- DATA IN THIS EXERCISE
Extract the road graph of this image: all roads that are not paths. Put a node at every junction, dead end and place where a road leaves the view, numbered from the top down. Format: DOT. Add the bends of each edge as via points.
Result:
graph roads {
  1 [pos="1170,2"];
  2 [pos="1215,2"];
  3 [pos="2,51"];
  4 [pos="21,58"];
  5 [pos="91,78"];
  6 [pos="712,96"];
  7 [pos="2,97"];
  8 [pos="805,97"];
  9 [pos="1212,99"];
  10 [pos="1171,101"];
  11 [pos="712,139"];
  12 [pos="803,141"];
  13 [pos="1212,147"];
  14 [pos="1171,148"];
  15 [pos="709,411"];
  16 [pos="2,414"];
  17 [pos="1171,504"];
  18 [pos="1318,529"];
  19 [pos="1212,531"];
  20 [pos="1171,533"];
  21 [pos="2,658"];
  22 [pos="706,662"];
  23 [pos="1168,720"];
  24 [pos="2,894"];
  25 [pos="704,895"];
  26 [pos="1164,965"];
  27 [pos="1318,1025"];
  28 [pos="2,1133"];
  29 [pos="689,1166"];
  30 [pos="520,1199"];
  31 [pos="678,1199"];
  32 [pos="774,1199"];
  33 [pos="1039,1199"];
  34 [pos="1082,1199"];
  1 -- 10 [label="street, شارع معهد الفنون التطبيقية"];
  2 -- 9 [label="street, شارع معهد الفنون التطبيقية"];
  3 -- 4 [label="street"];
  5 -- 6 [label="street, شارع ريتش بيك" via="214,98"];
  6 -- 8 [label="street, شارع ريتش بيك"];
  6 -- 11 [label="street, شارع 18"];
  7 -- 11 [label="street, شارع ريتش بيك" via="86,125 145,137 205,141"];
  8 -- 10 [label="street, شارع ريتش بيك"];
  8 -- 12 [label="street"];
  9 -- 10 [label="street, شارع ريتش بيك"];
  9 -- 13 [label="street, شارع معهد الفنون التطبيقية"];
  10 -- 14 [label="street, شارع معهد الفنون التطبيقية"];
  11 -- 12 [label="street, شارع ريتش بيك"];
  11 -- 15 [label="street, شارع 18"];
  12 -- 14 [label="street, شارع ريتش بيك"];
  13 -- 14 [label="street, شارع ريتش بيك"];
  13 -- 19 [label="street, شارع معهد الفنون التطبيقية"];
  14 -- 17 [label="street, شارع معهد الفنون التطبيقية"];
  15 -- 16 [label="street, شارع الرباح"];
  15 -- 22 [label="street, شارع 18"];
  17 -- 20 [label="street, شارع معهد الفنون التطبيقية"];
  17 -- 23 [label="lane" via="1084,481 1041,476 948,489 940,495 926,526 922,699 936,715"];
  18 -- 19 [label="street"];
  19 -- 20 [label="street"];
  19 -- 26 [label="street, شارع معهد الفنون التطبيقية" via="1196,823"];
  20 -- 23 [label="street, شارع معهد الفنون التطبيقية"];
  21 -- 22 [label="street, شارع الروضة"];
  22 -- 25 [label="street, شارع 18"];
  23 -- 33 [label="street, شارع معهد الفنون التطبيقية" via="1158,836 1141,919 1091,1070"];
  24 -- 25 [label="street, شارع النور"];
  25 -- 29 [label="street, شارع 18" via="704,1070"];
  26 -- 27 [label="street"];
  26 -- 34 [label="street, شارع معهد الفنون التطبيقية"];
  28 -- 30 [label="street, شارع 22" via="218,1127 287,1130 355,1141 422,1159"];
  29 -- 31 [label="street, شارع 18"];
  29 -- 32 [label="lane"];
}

- WORK TASK
Please retype all of the records above exactly as they are.

- OUTPUT OF THE TASK
Extract the road graph of this image: all roads that are not paths. Put a node at every junction, dead end and place where a road leaves the view, numbered from the top down. Format: DOT. Add the bends of each edge as via points.
Result:
graph roads {
  1 [pos="1170,2"];
  2 [pos="1215,2"];
  3 [pos="2,51"];
  4 [pos="21,58"];
  5 [pos="91,78"];
  6 [pos="712,96"];
  7 [pos="2,97"];
  8 [pos="805,97"];
  9 [pos="1212,99"];
  10 [pos="1171,101"];
  11 [pos="712,139"];
  12 [pos="803,141"];
  13 [pos="1212,147"];
  14 [pos="1171,148"];
  15 [pos="709,411"];
  16 [pos="2,414"];
  17 [pos="1171,504"];
  18 [pos="1318,529"];
  19 [pos="1212,531"];
  20 [pos="1171,533"];
  21 [pos="2,658"];
  22 [pos="706,662"];
  23 [pos="1168,720"];
  24 [pos="2,894"];
  25 [pos="704,895"];
  26 [pos="1164,965"];
  27 [pos="1318,1025"];
  28 [pos="2,1133"];
  29 [pos="689,1166"];
  30 [pos="520,1199"];
  31 [pos="678,1199"];
  32 [pos="774,1199"];
  33 [pos="1039,1199"];
  34 [pos="1082,1199"];
  1 -- 10 [label="street, شارع معهد الفنون التطبيقية"];
  2 -- 9 [label="street, شارع معهد الفنون التطبيقية"];
  3 -- 4 [label="street"];
  5 -- 6 [label="street, شارع ريتش بيك" via="214,98"];
  6 -- 8 [label="street, شارع ريتش بيك"];
  6 -- 11 [label="street, شارع 18"];
  7 -- 11 [label="street, شارع ريتش بيك" via="86,125 145,137 205,141"];
  8 -- 10 [label="street, شارع ريتش بيك"];
  8 -- 12 [label="street"];
  9 -- 10 [label="street, شارع ريتش بيك"];
  9 -- 13 [label="street, شارع معهد الفنون التطبيقية"];
  10 -- 14 [label="street, شارع معهد الفنون التطبيقية"];
  11 -- 12 [label="street, شارع ريتش بيك"];
  11 -- 15 [label="street, شارع 18"];
  12 -- 14 [label="street, شارع ريتش بيك"];
  13 -- 14 [label="street, شارع ريتش بيك"];
  13 -- 19 [label="street, شارع معهد الفنون التطبيقية"];
  14 -- 17 [label="street, شارع معهد الفنون التطبيقية"];
  15 -- 16 [label="street, شارع الرباح"];
  15 -- 22 [label="street, شارع 18"];
  17 -- 20 [label="street, شارع معهد الفنون التطبيقية"];
  17 -- 23 [label="lane" via="1084,481 1041,476 948,489 940,495 926,526 922,699 936,715"];
  18 -- 19 [label="street"];
  19 -- 20 [label="street"];
  19 -- 26 [label="street, شارع معهد الفنون التطبيقية" via="1196,823"];
  20 -- 23 [label="street, شارع معهد الفنون التطبيقية"];
  21 -- 22 [label="street, شارع الروضة"];
  22 -- 25 [label="street, شارع 18"];
  23 -- 33 [label="street, شارع معهد الفنون التطبيقية" via="1158,836 1141,919 1091,1070"];
  24 -- 25 [label="street, شارع النور"];
  25 -- 29 [label="street, شارع 18" via="704,1070"];
  26 -- 27 [label="street"];
  26 -- 34 [label="street, شارع معهد الفنون التطبيقية"];
  28 -- 30 [label="street, شارع 22" via="218,1127 287,1130 355,1141 422,1159"];
  29 -- 31 [label="street, شارع 18"];
  29 -- 32 [label="lane"];
}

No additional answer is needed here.